So, if the system thinks it takes T seconds to compute a cell, it could only start recomputation after f(T) seconds without user input.

Finding a good function f is left as an exercise for the reader. That’s where good systems will add value. A good system likely would need a more complex f, which also has ideas about how much file and network I/O the steps take and whether steps can easily be cancelled.


For the general case, I am pretty sure what you describe is the halting problem [1]. This does not mean that I believe some approximation is impossible (your “write to file” comment is particularly true). Just feeling the need to highlight that a clean, general solution is most likely not something that gets done in an afternoon.
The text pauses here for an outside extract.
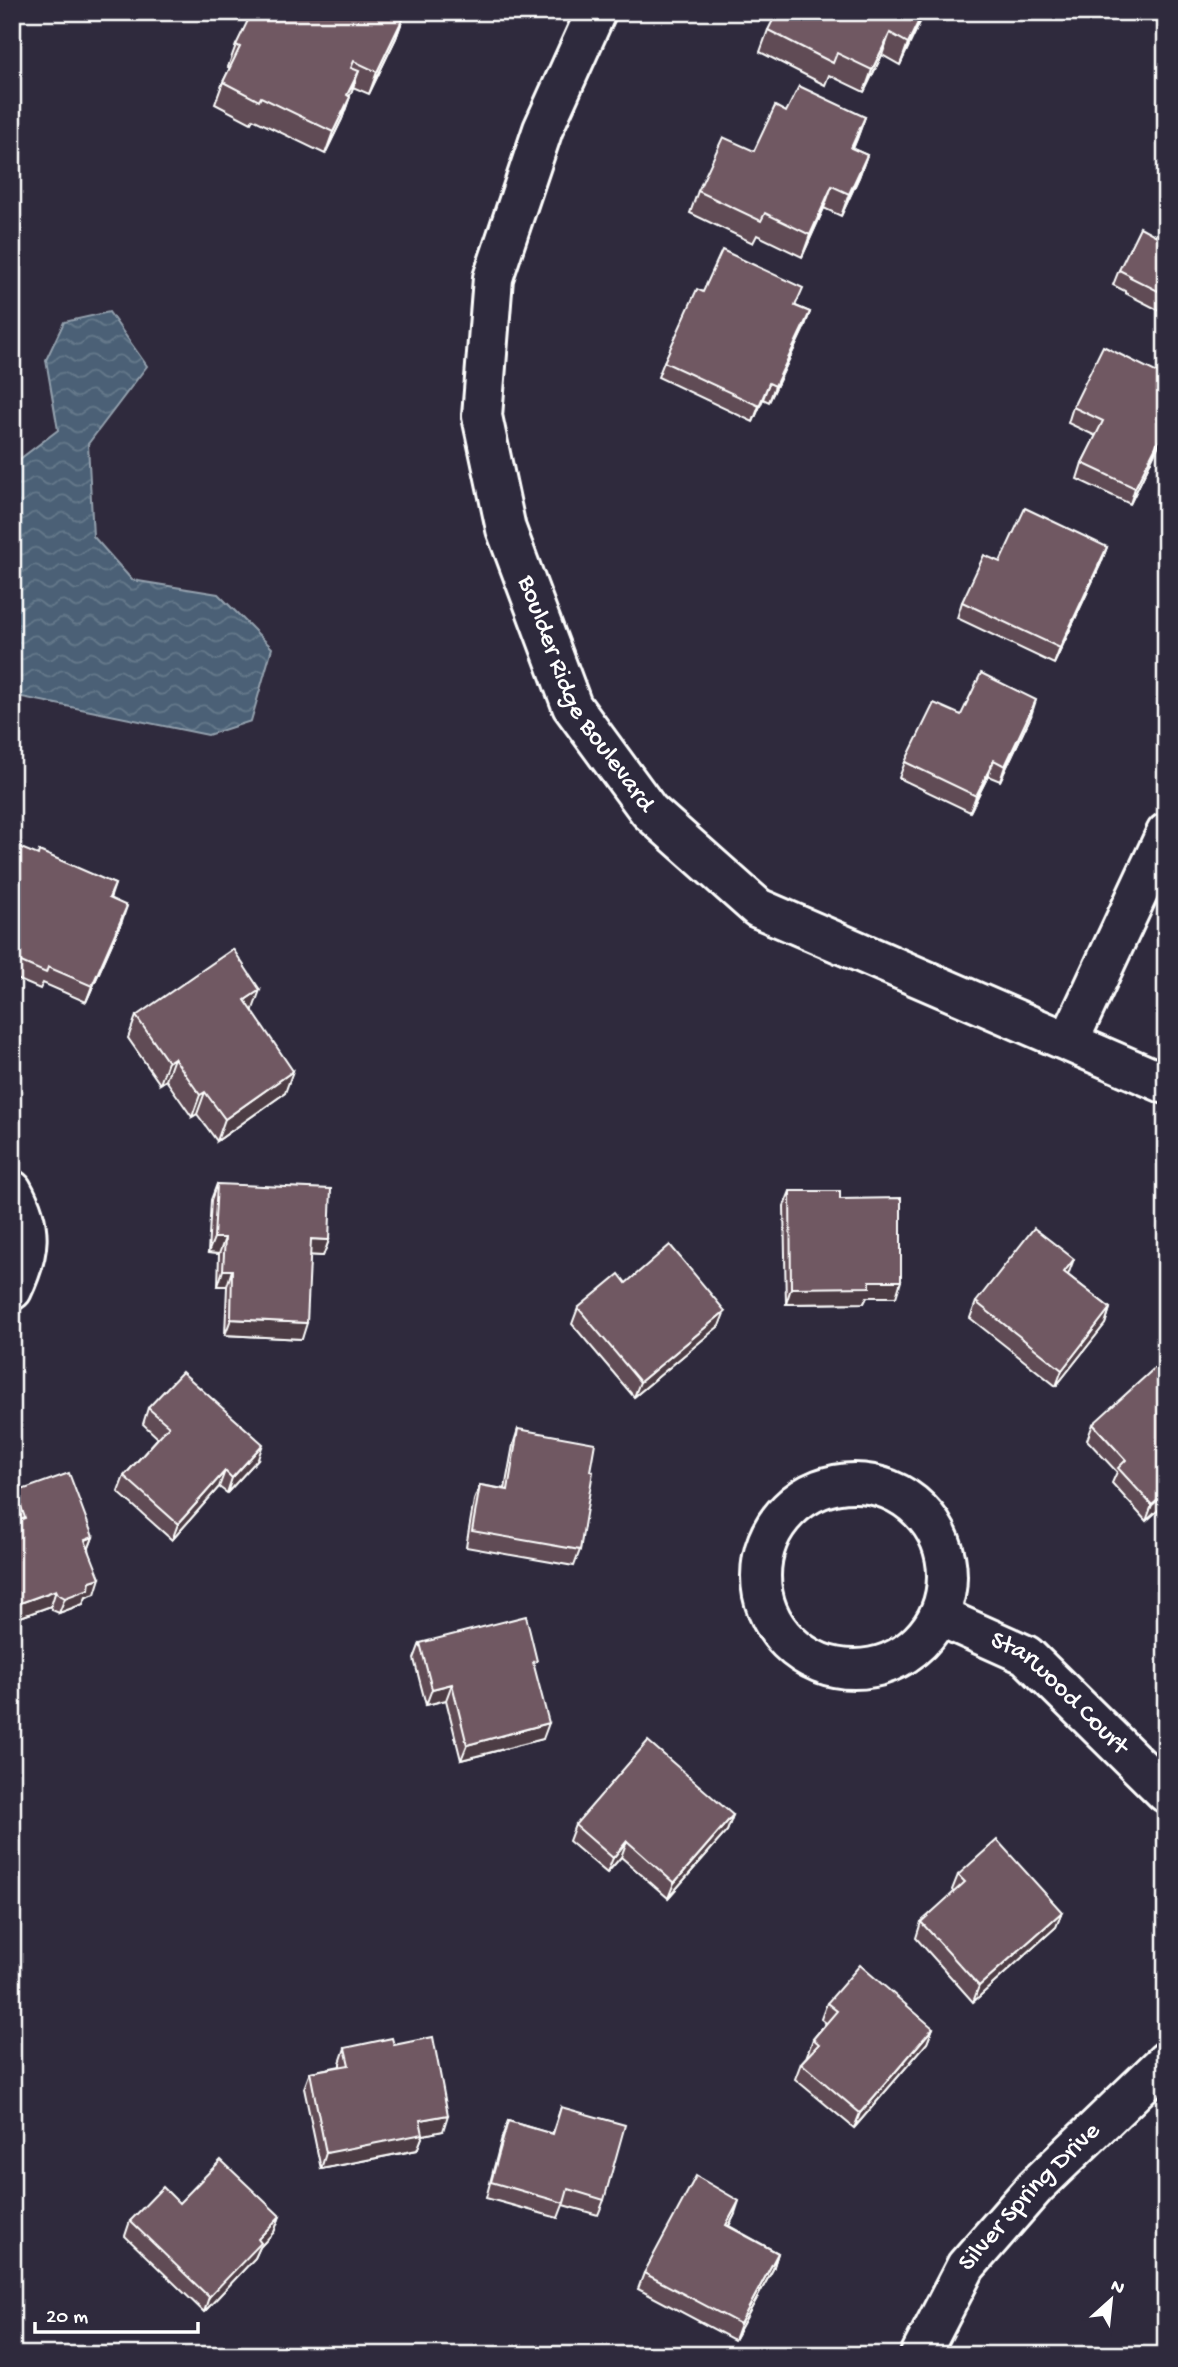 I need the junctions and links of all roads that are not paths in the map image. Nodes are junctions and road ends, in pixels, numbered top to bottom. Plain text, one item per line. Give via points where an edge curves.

[1]: https://en.wikipedia.org/wiki/Halting_problem


Yeah, that “left as an exercise” was tongue-in-cheek. Even past executions do not tell you much. Change “n=10” to “n=12”, and who knows what will happen to execution times? The code might be O(n⁴), or contain an “if n=12” clause.

Looking at the world’s best best reactive system, I think it never automatically fetches external data, and only recalculates stuff it knows it can cancel, and also has a decent idea about how much time each step will take.

Now that Excel has lambdas, that latter part has gone. You can write an Ackermann function in it (https://www.spreadsheetweb.com/how-to-calculate-the-ackerman...)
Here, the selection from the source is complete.